Abstract 12368: Cardiac Cellular Reprogramming With "Triplet" Polycistronic Vectors Encoding Gata 4, Mef2c and Tbx5 Enhances Post-Infarct Ventricular Functional Improvement Compared to Singlet Vectors
Reprogramming of cardiac fibroblasts into induced cardiomyocytes (iCMs) by in situ Gata4 (G), Mef 2c (M) and Tbx5 (T) administration has been shown to improve post-infarct ventricular function in myocardial infarction models, and scar pre-vascularization with VEGF has been shown to further enhance this intervention. However, the efficacy of this gene transfer strategy has been limited by the need for cell targets to be infected three times - once by each of the single G, M and T vectors. We hypothesized that a polycistronic vector encoding all three GMT transcription factors would enhance post-infarct ventricular function compared to use of single transgene vectors.

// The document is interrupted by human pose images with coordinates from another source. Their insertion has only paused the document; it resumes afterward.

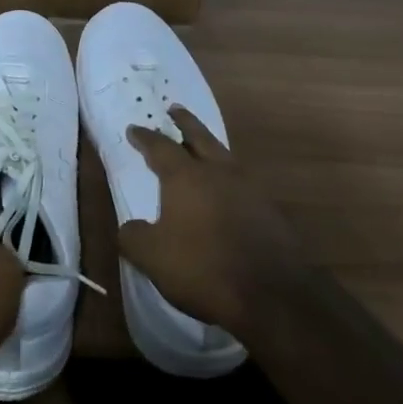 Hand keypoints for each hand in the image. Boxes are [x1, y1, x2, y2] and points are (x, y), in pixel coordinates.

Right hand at [122, 107, 309, 341]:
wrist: (272, 293)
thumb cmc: (203, 267)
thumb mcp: (152, 257)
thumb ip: (134, 236)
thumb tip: (130, 227)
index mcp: (186, 177)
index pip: (160, 147)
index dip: (145, 137)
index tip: (135, 128)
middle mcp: (218, 172)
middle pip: (199, 137)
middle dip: (184, 122)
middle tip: (174, 109)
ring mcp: (249, 188)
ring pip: (224, 156)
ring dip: (209, 147)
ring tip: (200, 147)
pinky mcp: (270, 209)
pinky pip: (242, 182)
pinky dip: (228, 177)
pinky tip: (225, 190)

Methods: Following in vitro validation studies, adult male Fischer 344 rats (n=6) underwent coronary ligation and intramyocardial administration 3 wks later of a polycistronic GMT “triplet” lentivirus vector construct (3x105 TU) or the same total dose of three vectors each individually encoding G, M, or T. GMT-treated animals also underwent intramyocardial delivery at the time of coronary ligation of an adenovirus encoding all three major VEGF isoforms (AdVEGF-All; 1 X 109 pu); while control animals (n=6) were administered corresponding vectors without therapeutic transgenes.

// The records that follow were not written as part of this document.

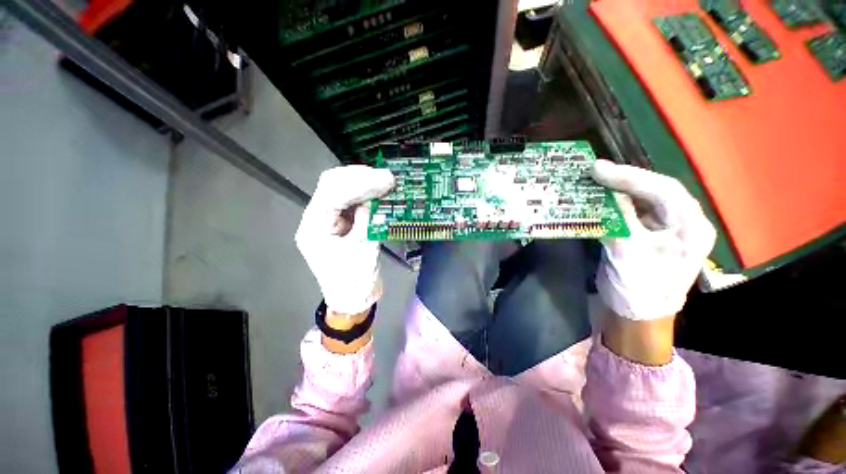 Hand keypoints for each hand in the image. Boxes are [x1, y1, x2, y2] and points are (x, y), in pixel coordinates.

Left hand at [295, 165, 394, 315]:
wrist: (353, 299)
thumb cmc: (354, 283)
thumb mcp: (364, 251)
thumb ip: (367, 222)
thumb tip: (374, 199)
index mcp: (314, 229)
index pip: (332, 194)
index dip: (359, 184)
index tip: (384, 181)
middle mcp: (316, 219)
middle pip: (332, 185)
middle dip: (360, 178)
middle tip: (386, 178)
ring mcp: (328, 219)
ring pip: (341, 189)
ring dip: (364, 183)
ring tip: (385, 182)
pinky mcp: (340, 222)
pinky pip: (351, 201)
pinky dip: (366, 194)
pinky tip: (379, 192)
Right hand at [590, 160, 716, 320]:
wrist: (636, 317)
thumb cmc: (639, 288)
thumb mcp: (628, 250)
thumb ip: (620, 217)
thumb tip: (606, 192)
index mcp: (690, 227)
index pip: (663, 189)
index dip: (629, 176)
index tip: (597, 168)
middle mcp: (682, 223)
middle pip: (655, 191)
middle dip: (624, 180)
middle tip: (594, 172)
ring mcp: (665, 230)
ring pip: (644, 200)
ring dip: (618, 190)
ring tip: (595, 181)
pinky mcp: (648, 236)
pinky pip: (633, 213)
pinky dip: (615, 204)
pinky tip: (599, 199)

Results: Western blots demonstrated that polycistronic (triplet) and “singlet” vectors yielded equivalent GMT transgene expression. Cardiomyocyte marker immunofluorescence and FACS studies likewise demonstrated fibroblast transdifferentiation into iCMs. In subsequent in vivo studies, echocardiography demonstrated a ≈ 50% decrease in ejection fraction (EF) following coronary ligation. After pre-conditioning with VEGF, GMT vector administration was associated with an increase in EF from 33% ± 2% to 45% ± 8% 4 wks after triplet vector administration (p≤0.05) and from 38% ± 4% to 43% ± 4%, after singlet vector administration, while EF decreased from 43% ± 4% to 40% ± 6% in the control group. The corresponding change in EF for each animal from its own baseline was: 37 ± 9%, 14 ± 3% and (-) 9 ± 5%, respectively (p≤0.05).
Conclusion: These data validate that GMT cellular reprogramming improves cardiac function after myocardial infarction, and that polycistronic vectors further enhance the efficiency of this strategy.
- © 2013 by American Heart Association, Inc.